11 September 2018 07:25

1.3m passengers faced severe delays

1.3m passengers faced severe delays

As many as 1.3 million passengers endured severe flight delays in the last year, a new study reveals.

According to the study by Which? more than 13,000 flights to or from UK airports were delayed by at least three hours in the 12 months leading up to June 2018.

Broken down, this equates to nearly 3,500 passengers a day.

Severe delays

The report shows the airlines with the highest percentage of severely delayed long-haul flights were Norwegian (2.4%), Thomas Cook (1.8%) and TUI (1.6%).

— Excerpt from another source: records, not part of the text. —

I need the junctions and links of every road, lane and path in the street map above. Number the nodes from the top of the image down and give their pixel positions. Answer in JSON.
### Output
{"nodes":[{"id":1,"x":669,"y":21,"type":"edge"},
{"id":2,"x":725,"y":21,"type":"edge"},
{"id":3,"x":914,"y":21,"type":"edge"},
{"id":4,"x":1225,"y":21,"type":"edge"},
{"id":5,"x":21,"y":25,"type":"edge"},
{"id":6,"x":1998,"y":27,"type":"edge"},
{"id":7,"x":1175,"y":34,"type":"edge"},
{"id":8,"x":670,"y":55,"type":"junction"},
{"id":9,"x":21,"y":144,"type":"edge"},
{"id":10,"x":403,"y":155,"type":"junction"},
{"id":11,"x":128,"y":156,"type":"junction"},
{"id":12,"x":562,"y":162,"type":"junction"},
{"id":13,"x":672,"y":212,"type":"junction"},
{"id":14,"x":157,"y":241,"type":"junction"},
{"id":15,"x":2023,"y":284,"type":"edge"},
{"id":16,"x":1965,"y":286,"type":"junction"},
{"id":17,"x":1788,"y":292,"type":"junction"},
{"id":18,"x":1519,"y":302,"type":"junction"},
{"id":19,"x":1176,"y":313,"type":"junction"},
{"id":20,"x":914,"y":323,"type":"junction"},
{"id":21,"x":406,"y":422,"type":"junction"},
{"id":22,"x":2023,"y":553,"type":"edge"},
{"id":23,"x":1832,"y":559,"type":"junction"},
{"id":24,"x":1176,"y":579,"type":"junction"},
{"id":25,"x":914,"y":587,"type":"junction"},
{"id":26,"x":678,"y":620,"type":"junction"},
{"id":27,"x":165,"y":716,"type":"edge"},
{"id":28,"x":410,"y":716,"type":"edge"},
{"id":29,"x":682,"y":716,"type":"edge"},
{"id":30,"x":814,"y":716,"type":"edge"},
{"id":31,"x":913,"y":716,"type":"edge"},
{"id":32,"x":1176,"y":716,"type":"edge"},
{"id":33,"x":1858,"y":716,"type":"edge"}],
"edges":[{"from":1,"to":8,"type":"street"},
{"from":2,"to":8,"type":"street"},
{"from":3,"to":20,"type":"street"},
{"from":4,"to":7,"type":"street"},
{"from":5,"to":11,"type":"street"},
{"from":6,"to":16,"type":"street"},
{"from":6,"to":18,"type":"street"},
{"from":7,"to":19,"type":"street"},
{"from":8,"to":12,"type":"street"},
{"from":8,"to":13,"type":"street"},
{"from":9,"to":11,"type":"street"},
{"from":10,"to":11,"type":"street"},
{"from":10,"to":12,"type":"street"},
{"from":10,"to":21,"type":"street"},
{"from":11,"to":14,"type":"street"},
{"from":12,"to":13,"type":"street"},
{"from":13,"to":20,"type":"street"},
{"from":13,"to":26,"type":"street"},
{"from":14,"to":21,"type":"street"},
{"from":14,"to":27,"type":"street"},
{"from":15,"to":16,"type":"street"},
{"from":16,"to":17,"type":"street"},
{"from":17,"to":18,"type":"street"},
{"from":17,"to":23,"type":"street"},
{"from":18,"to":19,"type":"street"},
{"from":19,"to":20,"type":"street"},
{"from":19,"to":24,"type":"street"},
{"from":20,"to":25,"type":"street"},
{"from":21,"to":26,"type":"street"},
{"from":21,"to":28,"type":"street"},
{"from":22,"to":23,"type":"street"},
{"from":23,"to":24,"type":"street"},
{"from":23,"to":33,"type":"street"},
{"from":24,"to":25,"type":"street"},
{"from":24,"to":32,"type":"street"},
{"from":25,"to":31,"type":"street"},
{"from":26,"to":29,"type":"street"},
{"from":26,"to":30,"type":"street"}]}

For short-haul flights, the carriers with the most severe delays were Icelandair (1.7%), Aurigny (1.6%) and TUI (1.4%).

The figures are based on Which? analysis of Civil Aviation Authority punctuality data and cover airlines with at least 1,825 UK flights per year, excluding arrivals to the UK from non-European Union based carriers.

Under EU regulations, passengers are entitled to compensation if they are delayed by more than three hours when flying from the UK or with an EU airline to an EU airport.

Passengers can claim payouts worth between £220 and £360 for short-haul flights, and up to £535 for longer flights, depending on the length of delay.

Airlines are only exempt from paying compensation if they can prove the delay or cancellation was caused by "extraordinary circumstances" such as extreme weather or airport strikes.


Which? managing director of home products and services Alex Neill said: "Severe delays can be a complete nightmare and totally wreck a long-awaited trip abroad, especially if it means you're stuck in an airport terminal for hours on end.

"Passengers are often entitled to compensation when airlines get it wrong.

"It is vital that automatic compensation is introduced across the industry so that people no longer have to jump through hoops to get what they are owed."

A spokesman for industry body Airlines UK said: "Long delays affect only a minority of overall journeys and are often due to factors outside of an airline's control.

"When things do go wrong, compensation can easily be claimed directly from an airline when due, and UK airlines have an excellent record of compliance with the rules on compensation and assistance."